**AIM OF THE TASK**: Across the whole listing, filter for the string "between" and copy every line that has it.

**SOURCE INFORMATION**:
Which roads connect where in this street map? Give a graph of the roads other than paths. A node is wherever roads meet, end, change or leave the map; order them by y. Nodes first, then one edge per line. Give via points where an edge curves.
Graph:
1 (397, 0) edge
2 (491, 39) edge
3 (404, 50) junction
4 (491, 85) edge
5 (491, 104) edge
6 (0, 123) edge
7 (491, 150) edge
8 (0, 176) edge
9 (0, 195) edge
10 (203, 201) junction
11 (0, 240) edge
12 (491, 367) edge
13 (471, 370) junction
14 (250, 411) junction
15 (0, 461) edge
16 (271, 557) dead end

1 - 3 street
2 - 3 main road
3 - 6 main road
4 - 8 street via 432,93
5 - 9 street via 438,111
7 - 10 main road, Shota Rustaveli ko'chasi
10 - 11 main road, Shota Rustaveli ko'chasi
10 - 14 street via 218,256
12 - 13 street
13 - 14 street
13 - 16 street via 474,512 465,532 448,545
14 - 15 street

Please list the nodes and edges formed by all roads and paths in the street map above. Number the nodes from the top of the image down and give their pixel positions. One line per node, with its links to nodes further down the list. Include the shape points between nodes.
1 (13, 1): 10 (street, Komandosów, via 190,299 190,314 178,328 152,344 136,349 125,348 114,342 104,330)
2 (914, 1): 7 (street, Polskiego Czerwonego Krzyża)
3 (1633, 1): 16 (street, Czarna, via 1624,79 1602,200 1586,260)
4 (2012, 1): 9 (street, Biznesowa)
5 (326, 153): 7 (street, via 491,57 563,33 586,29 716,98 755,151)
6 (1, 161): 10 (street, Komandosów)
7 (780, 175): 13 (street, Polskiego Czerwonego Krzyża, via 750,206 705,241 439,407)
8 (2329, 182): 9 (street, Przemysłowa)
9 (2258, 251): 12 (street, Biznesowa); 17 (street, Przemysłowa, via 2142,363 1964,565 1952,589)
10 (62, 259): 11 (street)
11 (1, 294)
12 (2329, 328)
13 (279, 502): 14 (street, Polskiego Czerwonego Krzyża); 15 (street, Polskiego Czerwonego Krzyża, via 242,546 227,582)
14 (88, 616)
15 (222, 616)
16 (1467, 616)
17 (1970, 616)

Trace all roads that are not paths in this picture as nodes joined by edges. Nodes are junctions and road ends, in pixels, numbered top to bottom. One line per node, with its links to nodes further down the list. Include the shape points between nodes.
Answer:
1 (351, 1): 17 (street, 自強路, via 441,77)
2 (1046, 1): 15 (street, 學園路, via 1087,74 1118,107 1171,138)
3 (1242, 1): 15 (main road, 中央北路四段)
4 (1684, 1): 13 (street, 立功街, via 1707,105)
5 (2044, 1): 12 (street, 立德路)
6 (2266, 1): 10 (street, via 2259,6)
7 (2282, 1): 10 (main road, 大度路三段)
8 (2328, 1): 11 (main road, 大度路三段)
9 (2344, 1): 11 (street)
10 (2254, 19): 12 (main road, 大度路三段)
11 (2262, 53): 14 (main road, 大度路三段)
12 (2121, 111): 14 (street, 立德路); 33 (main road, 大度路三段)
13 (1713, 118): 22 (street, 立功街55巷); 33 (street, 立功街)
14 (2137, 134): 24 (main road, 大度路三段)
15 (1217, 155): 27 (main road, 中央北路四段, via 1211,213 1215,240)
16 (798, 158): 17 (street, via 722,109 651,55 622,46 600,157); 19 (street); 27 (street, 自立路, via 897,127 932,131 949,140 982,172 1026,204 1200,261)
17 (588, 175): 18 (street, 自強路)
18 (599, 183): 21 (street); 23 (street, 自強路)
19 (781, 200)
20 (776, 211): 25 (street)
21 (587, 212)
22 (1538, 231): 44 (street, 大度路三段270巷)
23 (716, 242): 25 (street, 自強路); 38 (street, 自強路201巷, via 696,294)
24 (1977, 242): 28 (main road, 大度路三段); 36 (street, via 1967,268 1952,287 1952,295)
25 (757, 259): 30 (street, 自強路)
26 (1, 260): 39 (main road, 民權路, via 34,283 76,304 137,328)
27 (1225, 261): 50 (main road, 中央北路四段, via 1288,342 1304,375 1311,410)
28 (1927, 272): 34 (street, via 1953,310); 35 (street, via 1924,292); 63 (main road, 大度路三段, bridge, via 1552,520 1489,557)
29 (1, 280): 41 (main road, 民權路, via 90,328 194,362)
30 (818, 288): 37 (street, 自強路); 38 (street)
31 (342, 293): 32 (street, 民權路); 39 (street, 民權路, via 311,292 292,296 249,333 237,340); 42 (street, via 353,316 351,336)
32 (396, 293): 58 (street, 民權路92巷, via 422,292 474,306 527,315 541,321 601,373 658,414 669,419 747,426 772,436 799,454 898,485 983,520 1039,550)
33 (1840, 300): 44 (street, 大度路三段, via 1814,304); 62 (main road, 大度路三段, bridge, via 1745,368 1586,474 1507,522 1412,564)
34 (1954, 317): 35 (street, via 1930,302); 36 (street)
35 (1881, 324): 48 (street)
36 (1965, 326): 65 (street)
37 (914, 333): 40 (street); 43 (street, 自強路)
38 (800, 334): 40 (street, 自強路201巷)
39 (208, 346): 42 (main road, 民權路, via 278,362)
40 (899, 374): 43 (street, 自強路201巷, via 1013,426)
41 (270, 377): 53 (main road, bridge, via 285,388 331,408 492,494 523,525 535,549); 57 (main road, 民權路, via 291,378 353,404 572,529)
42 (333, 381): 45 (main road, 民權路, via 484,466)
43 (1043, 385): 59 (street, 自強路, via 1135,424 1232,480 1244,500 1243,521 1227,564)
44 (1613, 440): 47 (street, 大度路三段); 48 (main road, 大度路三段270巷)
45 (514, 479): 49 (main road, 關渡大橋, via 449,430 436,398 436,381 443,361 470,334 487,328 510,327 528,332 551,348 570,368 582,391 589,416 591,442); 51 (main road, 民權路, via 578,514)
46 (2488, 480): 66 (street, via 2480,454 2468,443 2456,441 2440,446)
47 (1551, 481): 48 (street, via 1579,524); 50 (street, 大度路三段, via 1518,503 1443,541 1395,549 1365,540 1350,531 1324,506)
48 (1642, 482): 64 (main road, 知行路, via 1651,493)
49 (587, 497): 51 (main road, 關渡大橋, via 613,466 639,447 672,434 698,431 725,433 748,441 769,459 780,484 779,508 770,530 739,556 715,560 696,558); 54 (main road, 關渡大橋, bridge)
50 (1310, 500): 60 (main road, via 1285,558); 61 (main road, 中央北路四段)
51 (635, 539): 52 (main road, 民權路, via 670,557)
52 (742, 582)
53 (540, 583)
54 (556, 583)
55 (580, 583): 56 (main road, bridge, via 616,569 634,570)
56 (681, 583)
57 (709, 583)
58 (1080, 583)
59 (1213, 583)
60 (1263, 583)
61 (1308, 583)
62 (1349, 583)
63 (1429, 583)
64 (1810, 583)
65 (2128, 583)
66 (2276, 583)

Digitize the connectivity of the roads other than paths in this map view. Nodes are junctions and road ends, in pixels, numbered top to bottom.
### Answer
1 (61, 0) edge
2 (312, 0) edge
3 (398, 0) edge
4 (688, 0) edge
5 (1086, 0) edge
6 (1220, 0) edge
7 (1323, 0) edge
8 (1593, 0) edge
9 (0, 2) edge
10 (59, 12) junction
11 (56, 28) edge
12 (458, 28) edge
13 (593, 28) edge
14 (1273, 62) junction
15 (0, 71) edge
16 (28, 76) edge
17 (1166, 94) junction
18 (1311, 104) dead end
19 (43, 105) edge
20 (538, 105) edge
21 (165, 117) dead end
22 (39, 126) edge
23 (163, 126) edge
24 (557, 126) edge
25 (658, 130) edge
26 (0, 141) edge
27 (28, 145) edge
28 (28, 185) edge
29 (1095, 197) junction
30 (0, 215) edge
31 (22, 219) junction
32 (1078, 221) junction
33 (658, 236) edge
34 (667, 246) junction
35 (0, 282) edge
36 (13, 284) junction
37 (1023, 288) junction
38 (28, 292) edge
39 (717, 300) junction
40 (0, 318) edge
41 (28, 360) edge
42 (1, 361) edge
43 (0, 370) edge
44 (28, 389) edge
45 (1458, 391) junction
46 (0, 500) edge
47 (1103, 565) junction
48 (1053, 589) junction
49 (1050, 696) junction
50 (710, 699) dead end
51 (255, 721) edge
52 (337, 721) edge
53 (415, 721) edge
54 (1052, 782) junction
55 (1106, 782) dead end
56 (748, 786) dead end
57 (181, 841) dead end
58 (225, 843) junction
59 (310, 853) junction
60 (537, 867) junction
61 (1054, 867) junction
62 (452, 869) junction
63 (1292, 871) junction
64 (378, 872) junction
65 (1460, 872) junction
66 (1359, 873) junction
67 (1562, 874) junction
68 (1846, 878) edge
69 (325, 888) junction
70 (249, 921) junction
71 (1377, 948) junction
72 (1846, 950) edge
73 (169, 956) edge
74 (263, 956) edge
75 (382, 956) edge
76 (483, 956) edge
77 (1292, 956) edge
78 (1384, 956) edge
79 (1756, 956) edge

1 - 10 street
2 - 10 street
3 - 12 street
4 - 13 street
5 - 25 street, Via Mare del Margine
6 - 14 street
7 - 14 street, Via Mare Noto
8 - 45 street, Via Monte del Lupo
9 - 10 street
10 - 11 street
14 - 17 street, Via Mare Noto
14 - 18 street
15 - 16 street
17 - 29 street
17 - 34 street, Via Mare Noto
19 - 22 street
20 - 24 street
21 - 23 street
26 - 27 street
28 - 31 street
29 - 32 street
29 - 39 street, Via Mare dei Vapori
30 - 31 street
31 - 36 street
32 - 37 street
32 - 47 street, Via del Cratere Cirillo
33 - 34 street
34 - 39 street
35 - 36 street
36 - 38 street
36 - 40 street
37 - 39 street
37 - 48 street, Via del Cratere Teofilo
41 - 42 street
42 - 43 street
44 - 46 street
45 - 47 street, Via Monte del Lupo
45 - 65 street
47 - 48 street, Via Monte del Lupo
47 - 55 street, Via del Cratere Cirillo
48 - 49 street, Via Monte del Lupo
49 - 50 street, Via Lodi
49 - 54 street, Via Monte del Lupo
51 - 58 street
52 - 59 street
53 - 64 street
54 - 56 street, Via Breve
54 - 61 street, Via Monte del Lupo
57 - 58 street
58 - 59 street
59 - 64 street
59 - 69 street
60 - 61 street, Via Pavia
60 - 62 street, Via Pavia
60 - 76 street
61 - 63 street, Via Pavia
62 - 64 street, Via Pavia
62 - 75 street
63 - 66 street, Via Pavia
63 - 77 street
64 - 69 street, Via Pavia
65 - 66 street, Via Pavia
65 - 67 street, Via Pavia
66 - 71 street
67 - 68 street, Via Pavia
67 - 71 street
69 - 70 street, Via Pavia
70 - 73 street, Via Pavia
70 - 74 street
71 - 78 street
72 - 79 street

**RESULT FOR THIS EXERCISE**:
Please list the nodes and edges formed by all roads and paths in the street map above. Number the nodes from the top of the image down and give their pixel positions. One line per node, with its links to nodes further down the list. Include the shape points between nodes.
Trace all roads that are not paths in this picture as nodes joined by edges. Nodes are junctions and road ends, in pixels, numbered top to bottom. One line per node, with its links to nodes further down the list. Include the shape points between nodes.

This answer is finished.